Getting to the glacier always involves a long ride, across green pastures, right to the top of the resort; the ski area is very limited and, if the weather is good, often crowded; the lifts run for only a few hours, stopping as early as lunch-time in high summer, when the snow quickly turns into slush. Otherwise, glacier skiing in good conditions is almost indistinguishable from the real, winter-season thing. And Zermatt is commonly regarded as the best place in Europe to do it.

Visiting a ski resort in the autumn is a curious experience, and not just because there is not really any snow to be seen. Zermatt's reputation as a blue-chip resort rests upon the combination of a great Alpine history and an up-market clientele. The Good Skiing Guide refers to the "astonishing experience" of arriving at the town's small railway station, where "backpackers mingle with fur-clad socialites". Not at 8.30 on a Friday night in October they don't; and I'm not sure that a dozen nondescript people descending from the train to the warm, deserted streets of Zermatt even constitutes a mingle.

The guide goes on to say that, whatever their social standing, "everyone is equally awe-struck by the mountain setting that greets them". Unfortunately I missed that experience, too, by a few hours. I was greeted by cloud cover, which obscured the top of the Matterhorn, Zermatt's logo, all the time I was there (a charming young woman from Dallas who had the good luck to arrive a little earlier told me in a cable-car the following day that the mountain had lived up to her expectation: she knew what to expect because she had seen it before, in Disneyland).

Clearly I wasn't alone in being disappointed by the weather. In the skiing pre-season, Zermatt's tourist office organises ski-test weekends (and one ski-test week), offering packages of hotel, lift-pass and free use of the new season's skis, loaned to the resort by the manufacturers. When I got out of the ski-lift at Trockener Steg, the base of the glacier-skiing area, I had about 200 pairs of skis to choose from (almost all long ones: the rush towards short skis is turning into a stampede). To my shame, the only number I can ever recall to help a technician adjust my bindings is 12 stone, which is what I used to weigh.

An interpreter was called for, and Richard Hirst - who came from Bristol to Zermatt 10 years ago and presumably isn't going back, unless his Swiss wife and child agree - answered the call.

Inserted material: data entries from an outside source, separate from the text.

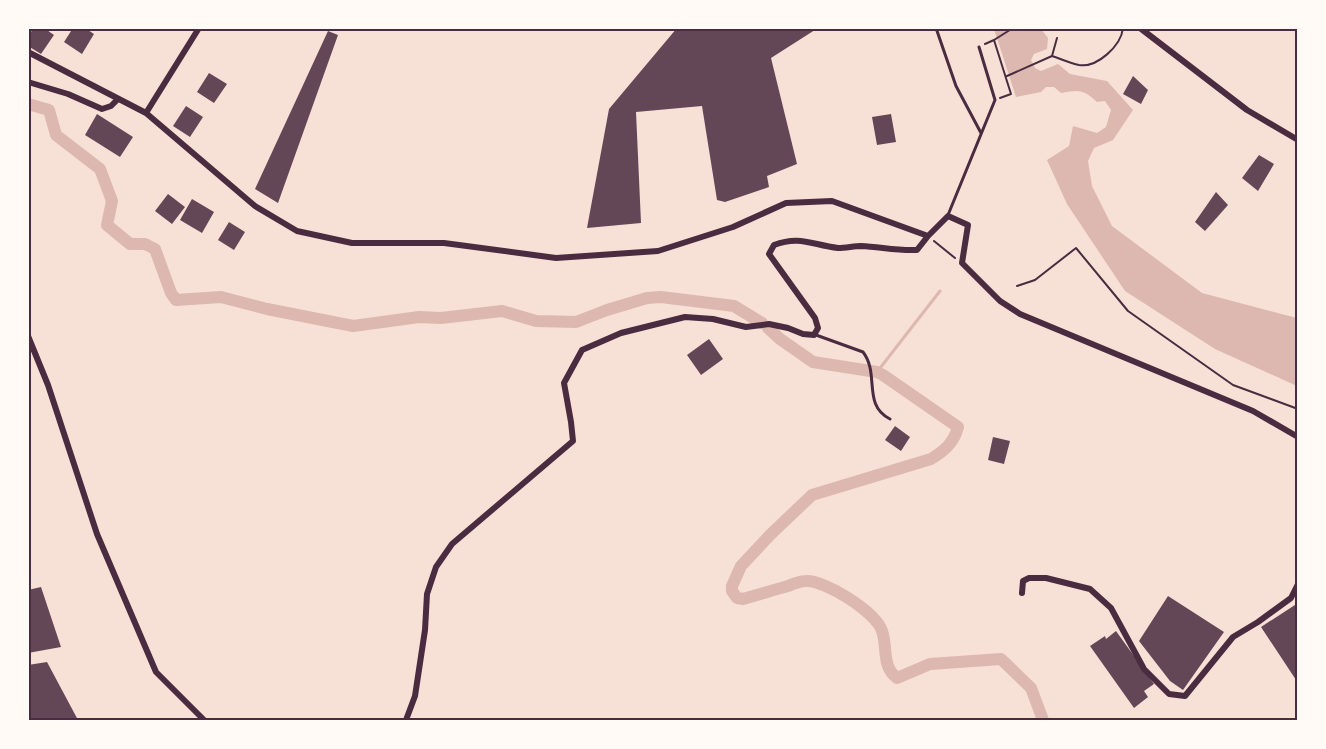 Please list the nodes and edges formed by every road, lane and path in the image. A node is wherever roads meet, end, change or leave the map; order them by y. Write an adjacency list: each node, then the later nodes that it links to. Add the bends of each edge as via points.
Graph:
1 (199, 28): 15 (street)
2 (936, 28): 16 (lane, via 956,86)
3 (1013, 28): 7 (path)
4 (1123, 28): 10 (path, via 1111,50 1096,62 1081,65)
5 (1140, 28): 17 (street, via 1247,110)
6 (1057, 38): 10 (path)
7 (994, 40): 8 (path); 11 (path)
8 (979, 47): 14 (lane)
9 (28, 52): 13 (street)
10 (1052, 56): 11 (path)
11 (1007, 76): 14 (path, via 1011,94)
12 (28, 82): 13 (street, via 102,109)
13 (118, 99): 15 (street)
14 (995, 100): 16 (lane)
15 (146, 113): 19 (street, via 255,206 297,231 352,243 444,243 555,258 658,251 733,227 786,203 832,201)
16 (981, 133): 18 (lane)
17 (1298, 140)
18 (948, 216): 19 (street); 20 (street, via 968,225)
19 (928, 236): 20 (path); 22 (street, via 917,250 838,248 803,240 774,245 769,254 815,318 818,328)
20 (962, 263): 26 (street, via 1000,301 1020,314 1253,411)
21 (1017, 286): 24 (path, via 1035,280 1076,248 1128,311 1233,385)
22 (814, 335): 25 (lane, via 862,352 871,367 875,406); 30 (street, via 788,328 746,327 685,317 621,333 582,350 564,383 573,441 452,544 436,567 427,594 415,696)
23 (28, 336): 29 (street, via 97,534 156,672)
24 (1298, 409)
25 (890, 419)
26 (1298, 437)
27 (1298, 584): 28 (street, via 1291,598 1233,637 1185,696 1169,694 1144,669 1111,608 1090,589 1046,578 1029,578 1023,580)
28 (1022, 593)
29 (204, 720)
30 (406, 720) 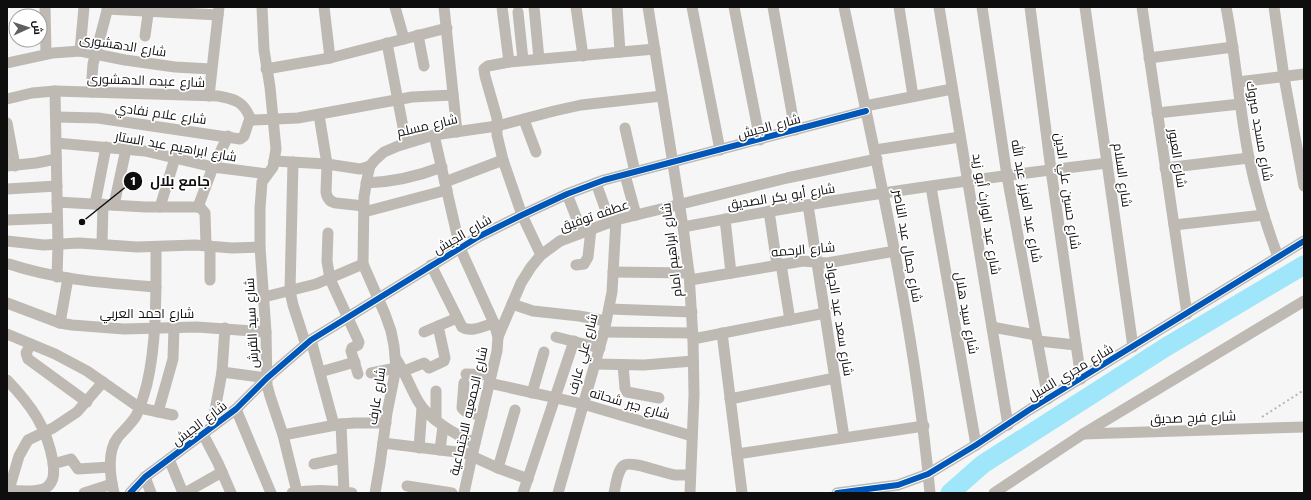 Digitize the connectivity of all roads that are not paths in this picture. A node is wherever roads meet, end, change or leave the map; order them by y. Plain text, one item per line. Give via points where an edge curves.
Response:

He told me that there had been far more skiers present for the previous two ski tests: "I suppose that people heard the weather forecast and decided not to come this weekend."

Out on the Theodul glacier, the dense cloud provided testing conditions - not much good for a ski test. It wasn't only the Matterhorn that was obscured; I could hardly see the snow beneath the Atomic Beta Carve 9-14 skis that I had selected from the racks. A few more skiers would have been a blessing, to help me find my way down the slopes. For about half-an-hour, there was a patch of blue sky; but then the clouds closed in again across the Testa Grigia, a corner of ski area which is right on the Italian border. I did ask in the café there why it was called the "grey peak", like a straight man providing the comic feed; the barman obliged, gesturing out of the window with a broad smile.

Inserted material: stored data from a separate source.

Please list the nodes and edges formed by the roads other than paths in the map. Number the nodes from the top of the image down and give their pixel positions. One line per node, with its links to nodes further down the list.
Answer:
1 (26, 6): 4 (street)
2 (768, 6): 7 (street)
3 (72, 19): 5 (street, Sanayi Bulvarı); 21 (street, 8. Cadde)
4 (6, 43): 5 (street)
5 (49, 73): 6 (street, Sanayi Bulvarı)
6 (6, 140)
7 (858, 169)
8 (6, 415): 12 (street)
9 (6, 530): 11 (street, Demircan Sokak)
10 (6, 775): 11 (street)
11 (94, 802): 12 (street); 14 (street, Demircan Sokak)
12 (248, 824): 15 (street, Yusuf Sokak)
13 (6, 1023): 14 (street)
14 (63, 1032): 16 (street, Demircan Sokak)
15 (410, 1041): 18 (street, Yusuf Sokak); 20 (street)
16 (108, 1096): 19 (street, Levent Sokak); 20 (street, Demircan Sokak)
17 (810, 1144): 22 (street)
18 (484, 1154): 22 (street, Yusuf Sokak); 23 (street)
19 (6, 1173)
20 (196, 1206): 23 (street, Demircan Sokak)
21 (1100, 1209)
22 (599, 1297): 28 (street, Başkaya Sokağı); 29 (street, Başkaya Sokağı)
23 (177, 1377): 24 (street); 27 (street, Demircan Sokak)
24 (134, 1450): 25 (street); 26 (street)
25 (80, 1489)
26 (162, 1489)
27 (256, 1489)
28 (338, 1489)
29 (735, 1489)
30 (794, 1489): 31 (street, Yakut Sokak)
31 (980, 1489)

The glacier stretches a lot further than the eye could see. It's a relatively large area, with 21km of pistes: hence Zermatt's reputation as a glacier-skiing resort. Although nearby Saas-Fee's glacier may be steeper (I couldn't remember, having skied there several years go, but the Elan ski rep at the test site assured me that it is), Zermatt has the longer runs.

Having stumbled down past the half-pipe (I didn't see it) from the 3,820m station at the top of the Klein Matterhorn lift, I had a much more enjoyable dash down a red run from the Testa Grigia during the cloudless interlude; and the blue run that connects with it was a long cruise across the lower reaches of the glacier, where the clouds were wispier, to the Trockener Steg.

The entire descent is about four kilometres, very long by glacier-skiing standards. It must be awesome when the scenery is visible, but the only awe-inspiring sight I saw was in the restaurant: a man wearing ski trousers apparently cut from a Disney patchwork quilt, with the word "Blast" overprinted several times in four-inch letters.

The short skiing day - the lifts close at 3pm in Zermatt's pre-season - meant that there was time to kill in the afternoon. Back in my hotel room, I did toy with the idea of watching a saucy French skiing film, dubbed into German, called Sonne, Sex und Schneegestöber, which was showing on television. Not for the sex, you understand, nor for the snow flurries; it just would have been nice to see some sun.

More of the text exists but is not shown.